‘Yeah, we met in the pub a few nights back.’ I think back to that evening with a sad guilt settling over my stomach. ‘I knew he knew Dad. Didn’t know quite how close they were though.’
‘Oh yeah,’ Bruce continues, energised by the interest in his story. ‘They were inseparable in the Eighties. The Thelma and Louise of the borough. Always riding around looking for trouble. There wasn’t much going on for young ’uns back then, so they made their own entertainment. Only harmless stuff like. Just nicking milk bottles from doorsteps or smoking behind the cinema. That kind of stuff. Yeah, they were the best of friends, those two.’
I try and picture my father and Jimmy going about together but I can’t. The Edward in my mind is too stuffy, too high-brow. And the Jimmy I know is too frail, too sick.
‘You’re sure we’re talking about the same man?’ I have to ask. ‘My dad is Edward Cavendish.’
‘The very same.’ Bruce chuckles. ‘I take it the fame has changed him a bit?’
‘Just a tad.’ An understatement and a half.
‘Jim would always talk about your dad. It’s a shame they lost touch.’ Bruce looks at me through the mirror with slanted brows and sad eyes. ‘He’s famous in his own world, you know.’
‘Jimmy?’
‘Aye, he was a bit of a war hero. Won a bunch of medals; I’m pretty sure he got an MBE or something like that as well.’ Bruce grins. ‘Some of his old lads come in here and tell me all of the stories of what he got up to. Incredible soldier. He’d’ve been an even better leader if his health hadn’t got the better of him.’
‘Dad never told me any of this.’ Bruce sees my empty look in the mirror and pauses his butchering for a moment to place a wide, bloated hand on my shoulder.
‘Aye, I’m not surprised, lad.’ He has a kind face, comforting.
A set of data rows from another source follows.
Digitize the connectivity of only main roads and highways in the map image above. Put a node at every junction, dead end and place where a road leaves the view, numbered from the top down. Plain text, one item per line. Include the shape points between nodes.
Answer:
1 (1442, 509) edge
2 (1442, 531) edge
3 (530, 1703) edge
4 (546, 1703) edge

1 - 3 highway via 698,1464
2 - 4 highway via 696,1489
He’d make a good grandad if he isn’t one already. ‘How could he be telling you what’s what when you know all of the carnage he caused here back in the day, eh? My girl is in her thirties now and she still hasn’t a clue that I spent a night down the police station because I had a waz on old Herbert Ingram in Boston after a night out I can’t remember.’
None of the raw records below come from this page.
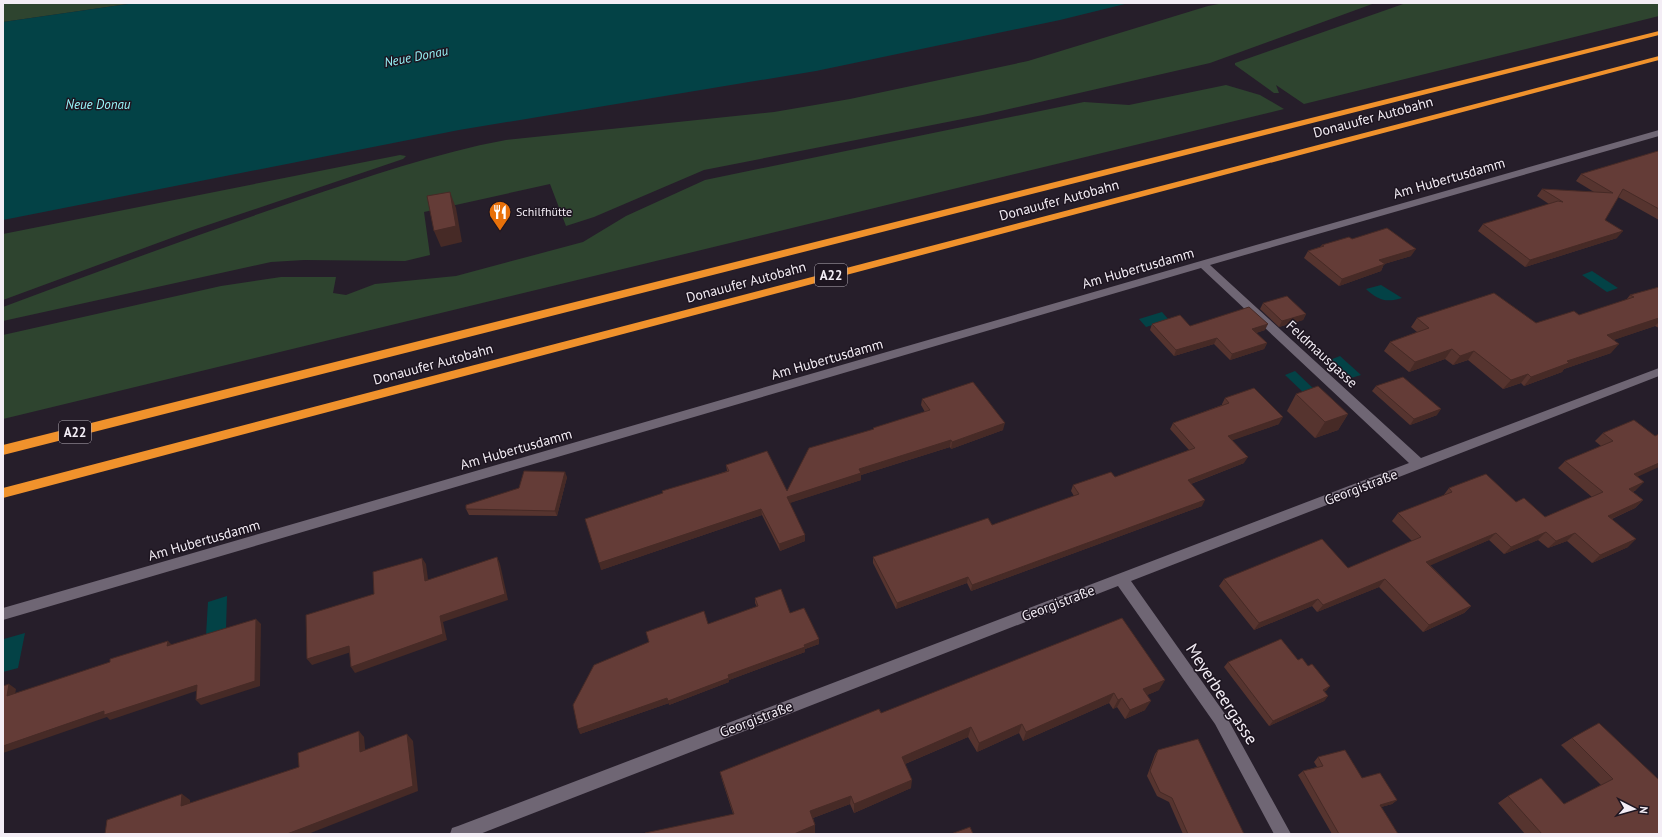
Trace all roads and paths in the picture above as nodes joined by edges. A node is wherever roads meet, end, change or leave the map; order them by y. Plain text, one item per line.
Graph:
1 (1659, 33) edge
2 (1659, 58) edge
3 (1659, 133) edge
4 (1204, 265) junction
5 (1659, 372) edge
6 (3, 450) edge
7 (1420, 465) junction
8 (3, 493) edge
9 (1121, 579) junction
10 (3, 614) edge
11 (458, 834) edge
12 (1283, 834) edge

1 - 6 highway, Donauufer Autobahn / A22
2 - 8 highway, Donauufer Autobahn / A22
3 - 4 street, Am Hubertusdamm
4 - 7 street, Feldmausgasse
4 - 10 street, Am Hubertusdamm
5 - 7 street, Georgistraße
7 - 9 street, Georgistraße
9 - 11 street, Georgistraße
9 - 12 street, Meyerbeergasse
‘It’s a statue, next to the church.’ Beatrice fills in the gaps for me. She must have been watching my expression in the mirror. ‘Some journalist fella who was a politician back in the nineteenth century.’ Bruce only shrugs and folds down one of my ears to take another jagged strip from my hair.
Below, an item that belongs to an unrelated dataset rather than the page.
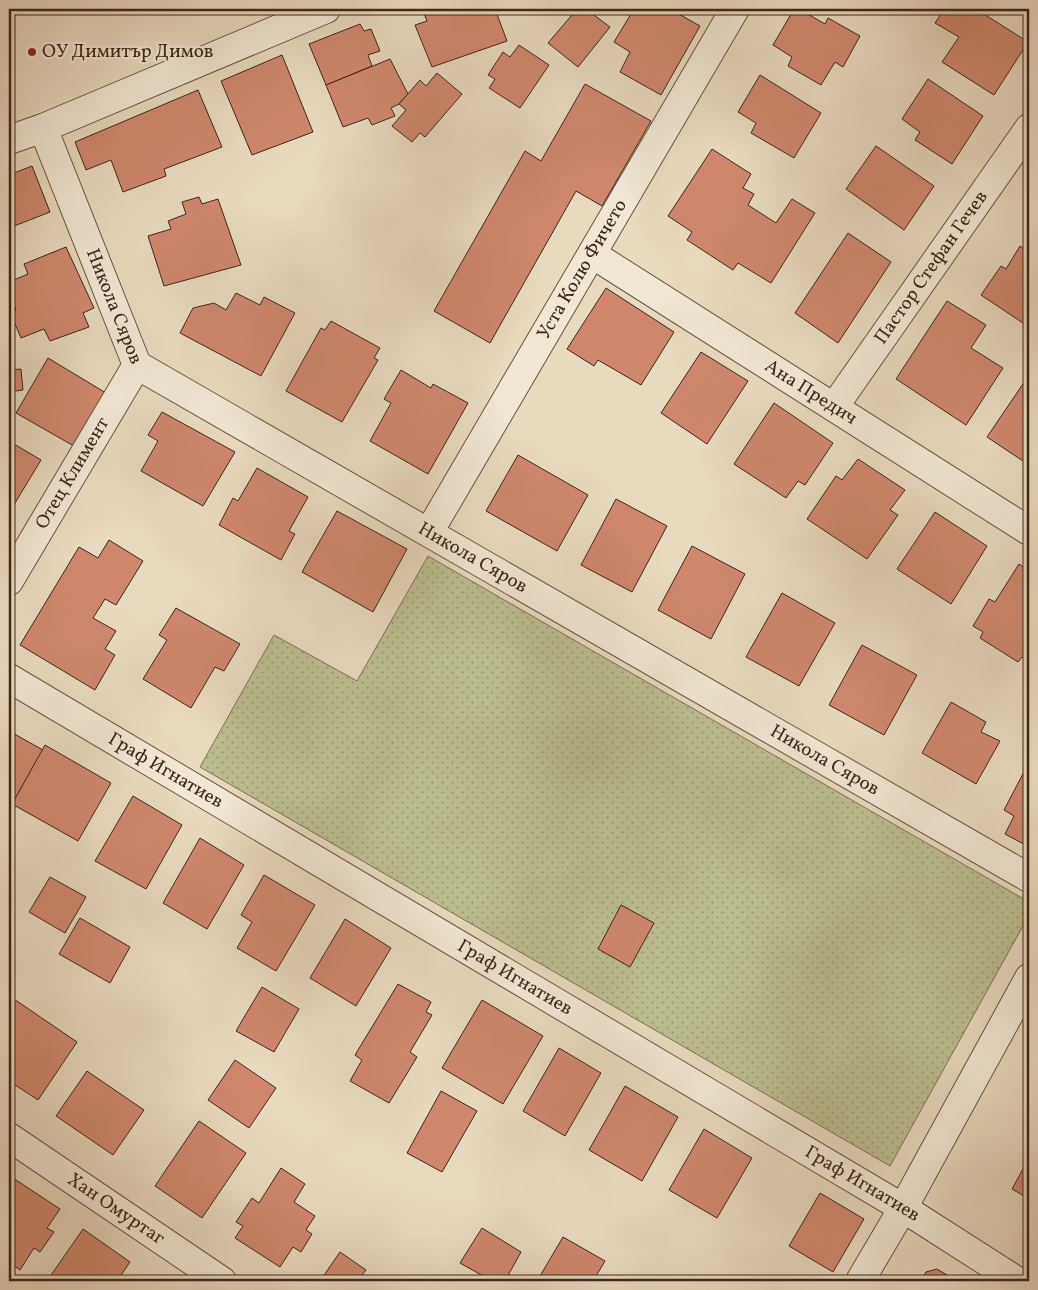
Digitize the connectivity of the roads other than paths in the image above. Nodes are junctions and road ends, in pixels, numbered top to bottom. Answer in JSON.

‘Either way, don’t go telling my daughter.’ I think that’s more aimed at Beatrice, but I nod my head anyway and the clippers roll up to my crown, taking my hair with it. Bruce doesn’t seem fazed.
‘So, he wasn’t some highly strung theatre nerd back in the day?’ I ask, trying to ignore the severed strands of hair sitting on my shoulder. That’s always the story I knew, or at least assumed. Thinking back, I don’t think he ever spoke to me about his past, and I never stopped to ask.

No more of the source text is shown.